ASR with hotwords

tomas.lysek · October 2, 2021, 7:57am

Hi,
i am trying to figure out how to create language model with support of hot words. Hot words (or speech context or speech boost) are great feature for dynamically tune ASR with given context in voice assistant. For instance you want to authorize person through their surname and you know with some probability (based on image, or phone number) that his surname is for instance “Lysek” so you give it to speech boost (Google ASR) and it will transcribe correctly with great probability (oposed to without boost it will transcribe Lesek). Custom LM is one solution but it is not suitable for every use case.

I have two questions:

Is this hotword feature (with BPE and kenlm model) on your roadmap? (If yes and in far future, will it be based on some opensource like nemo where we can contribute?)
Is it possible to get from Riva pipeline transcription logits from model to use it with this repository? GitHub - kensho-technologies/pyctcdecode: A fast and lightweight python-based CTC beam search decoder for speech recognition.

Thanks for great work!
Tomas

AakankshaS · October 4, 2021, 4:44pm

Hi @tomas.lysek ,
Please allow us some time to check on this.
Thanks!

ShantanuNair · December 21, 2021, 12:39am

Hey, did anyone get back to you about your query regarding obtaining logits? I think you could hit Triton directly and maybe have it output the logits, but I haven’t fleshed it out yet myself.

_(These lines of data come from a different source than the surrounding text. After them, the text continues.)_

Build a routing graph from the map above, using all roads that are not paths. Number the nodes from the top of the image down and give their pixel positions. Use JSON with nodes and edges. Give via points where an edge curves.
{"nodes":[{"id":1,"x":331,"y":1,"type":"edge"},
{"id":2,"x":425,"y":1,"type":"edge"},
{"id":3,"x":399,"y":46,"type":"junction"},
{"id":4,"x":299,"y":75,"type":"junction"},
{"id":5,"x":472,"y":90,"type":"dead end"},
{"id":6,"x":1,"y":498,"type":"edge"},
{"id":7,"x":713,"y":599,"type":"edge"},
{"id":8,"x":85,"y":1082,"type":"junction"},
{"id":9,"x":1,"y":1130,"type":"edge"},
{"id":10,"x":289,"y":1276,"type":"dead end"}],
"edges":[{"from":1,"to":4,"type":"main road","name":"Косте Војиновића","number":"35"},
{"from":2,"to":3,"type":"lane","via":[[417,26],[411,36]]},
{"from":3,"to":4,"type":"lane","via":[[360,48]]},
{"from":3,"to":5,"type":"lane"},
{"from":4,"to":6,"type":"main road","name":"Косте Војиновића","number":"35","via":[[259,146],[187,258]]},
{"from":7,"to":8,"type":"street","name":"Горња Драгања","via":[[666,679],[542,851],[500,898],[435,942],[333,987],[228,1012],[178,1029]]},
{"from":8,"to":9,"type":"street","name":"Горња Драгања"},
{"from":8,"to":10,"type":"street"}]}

Regarding hotwords, if you weren’t updated yet - it’s now been added in the 1.8 release. See the SpeechContext message type under riva/proto/riva_asr.proto here

rleary · December 22, 2021, 3:21pm

Thanks for updating here @ShantanuNair and sorry for the delay in getting back to you @Tomas.lysek. Welcome to the Riva forum.

In Riva 1.8 we added limited support to boost likelihood of words already in the vocabulary. An upcoming release will allow boosting of any arbitrary words at request time.

We currently do not support returning the logits directly.

ShantanuNair · February 10, 2022, 12:06pm

Hi @rleary, this hasn’t been updated for 1.9b has it? Also I ran streamingRecognize() with a speechcontext containing a single phrase of 2 words - both in vocabulary. Something like “Rocket ship” and it said that it is out of vocabulary.

So does it not yet work for phrases and just individual words, or is this unexpected behavior?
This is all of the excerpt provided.